These days, however, everyone wants to take their smartphone, tablet or notebook computer to the office and connect to corporate servers and applications with ease. In addition, given that proxy servers are not known for being hassle-free, and the fact that most mobile devices and their applications are not exactly proxy-friendly, organisations are feeling the pressure to allow employees to make direct internet connections, that is, not via the proxy, from these devices. Generally, this would mean punching a hole directly through the firewall to enable the connection and here, security is sacrificed for productivity. Ironically, this is a sacrifice that some organisations aren’t even aware they’re making, let alone how risky it is.
In such cases, where the business faces internal pressure to allow direct access connections, the organisation forgets about the external risk of hackers looking for somewhere lucrative to initiate a ransomware attack. Therefore, it begs the question, in the age of mobility, should organisations have to choose between productivity and security? The answer is no. As to whether an organisation should proxy or not, the answer to that merely requires more time.
By looking at the pace and trends of technological developments, it is apparent that the future for proxy solutions is going to become more challenging. The pressure to allow users to ‘bring your own device’ will increase and the device will undoubtedly be configured to access the internet directly. In addition, configuring this device to use a proxy is a hassle at best, and at worst, not possible.
Since the proxy server has also become the primary point at which to control corporate network security and disable certain connections and actions, the question is how does one allow direct internet access and not compromise the organisation’s policies?
As already established, the introduction of smartphones, tablets and other internet of things (IoT) devices means the future of proxy becomes challenging because all of these Android and Apple devices are not proxy-friendly. Although browsers are typically easy to configure to work with a proxy system, many applications will not work without direct internet access.
My advice has always been that it is preferable to have employees in a proxy environment for a large business network as opposed to allowing direct internet connectivity as it gives the corporate more control. These direct connections that employees and devices are insisting on are becoming unavoidable. As direct access becomes more widespread, it comes at a security cost: less visibility of and less control over the connections within the network.

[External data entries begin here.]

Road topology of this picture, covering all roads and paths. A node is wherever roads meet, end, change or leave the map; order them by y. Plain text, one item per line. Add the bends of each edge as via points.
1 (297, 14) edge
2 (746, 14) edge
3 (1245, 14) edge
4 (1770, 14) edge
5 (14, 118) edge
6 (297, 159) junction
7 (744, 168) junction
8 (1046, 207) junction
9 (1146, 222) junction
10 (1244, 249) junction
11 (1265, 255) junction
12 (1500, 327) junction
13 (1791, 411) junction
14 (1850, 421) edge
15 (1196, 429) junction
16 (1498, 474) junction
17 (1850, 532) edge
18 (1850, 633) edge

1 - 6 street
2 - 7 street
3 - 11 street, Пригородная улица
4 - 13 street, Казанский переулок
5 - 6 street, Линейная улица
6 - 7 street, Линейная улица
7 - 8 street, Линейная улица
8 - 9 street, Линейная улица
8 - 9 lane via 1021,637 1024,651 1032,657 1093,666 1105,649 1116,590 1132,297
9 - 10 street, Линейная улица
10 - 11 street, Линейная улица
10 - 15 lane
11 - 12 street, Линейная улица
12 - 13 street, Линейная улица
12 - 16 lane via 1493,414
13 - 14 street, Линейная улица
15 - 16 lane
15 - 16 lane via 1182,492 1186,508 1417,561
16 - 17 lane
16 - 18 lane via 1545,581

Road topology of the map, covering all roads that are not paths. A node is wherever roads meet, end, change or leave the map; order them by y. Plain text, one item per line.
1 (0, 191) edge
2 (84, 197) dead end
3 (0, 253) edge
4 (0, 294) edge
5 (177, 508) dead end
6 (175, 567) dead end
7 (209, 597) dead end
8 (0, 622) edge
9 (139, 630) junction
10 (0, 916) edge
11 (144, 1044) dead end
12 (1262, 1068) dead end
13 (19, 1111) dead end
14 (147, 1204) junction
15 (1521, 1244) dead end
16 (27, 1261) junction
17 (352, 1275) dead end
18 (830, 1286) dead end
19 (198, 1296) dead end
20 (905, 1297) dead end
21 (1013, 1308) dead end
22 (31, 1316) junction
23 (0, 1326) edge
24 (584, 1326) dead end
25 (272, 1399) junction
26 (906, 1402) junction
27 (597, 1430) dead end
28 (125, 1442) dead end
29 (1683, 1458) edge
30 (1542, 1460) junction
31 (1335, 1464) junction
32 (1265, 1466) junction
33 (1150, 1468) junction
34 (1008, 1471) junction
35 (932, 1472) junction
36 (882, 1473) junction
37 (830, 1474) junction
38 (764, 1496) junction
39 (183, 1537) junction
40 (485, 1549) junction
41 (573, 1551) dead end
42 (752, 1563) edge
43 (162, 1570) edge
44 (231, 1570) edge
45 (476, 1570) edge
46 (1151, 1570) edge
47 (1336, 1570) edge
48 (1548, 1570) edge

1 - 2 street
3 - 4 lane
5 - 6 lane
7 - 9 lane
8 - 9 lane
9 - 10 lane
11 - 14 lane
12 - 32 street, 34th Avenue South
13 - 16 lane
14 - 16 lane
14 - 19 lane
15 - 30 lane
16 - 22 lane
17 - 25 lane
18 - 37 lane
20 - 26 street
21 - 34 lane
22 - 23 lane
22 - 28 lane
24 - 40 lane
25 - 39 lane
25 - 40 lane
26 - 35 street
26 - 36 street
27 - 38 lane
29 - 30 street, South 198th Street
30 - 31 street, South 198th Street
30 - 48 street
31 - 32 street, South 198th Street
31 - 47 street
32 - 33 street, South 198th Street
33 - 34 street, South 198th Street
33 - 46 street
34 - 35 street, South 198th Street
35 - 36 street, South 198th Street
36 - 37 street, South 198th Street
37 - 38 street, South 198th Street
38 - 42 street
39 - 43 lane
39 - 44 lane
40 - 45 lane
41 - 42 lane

In other words, each and every mobile phone, laptop, tablet or smart printer that is ‘allowed’ to have unmanaged direct access to the internet is a vulnerability. It’s potentially a risk that no one is thinking about, or even aware of. It also highlights the need for technological solutions to control these direct connections to ensure that security accompanies mobile productivity, as choosing between them will become less practical and increasingly risky.
Today, the majority of cyber security measures are still proxy-based as these offer the most control, and this is not going to change. Proxy measures will always offer the highest levels of control. However, for those organisations where the pressure to allow direct connections has become overwhelming, this will create a requirement for solutions that go beyond firewalling and offer more flexibility than proxy.
Such organisations aren’t going to be looking to proxy to solve their security problems. Instead, they should look for security solutions and products that provide safe, managed direct access to the internet, without the traditional challenges posed by proxy. They should look towards solutions that deliver visibility into network traffic and user activity.
You can’t manage what you can’t see, and we firmly believe that the first step in security is visibility. It is for this reason that companies should look for solutions that offer the benefits of proxy-type control over direct access connections with the ability to spot ransomware, pinpoint vulnerabilities and identify any other potentially dangerous ‘phone-home’ connections.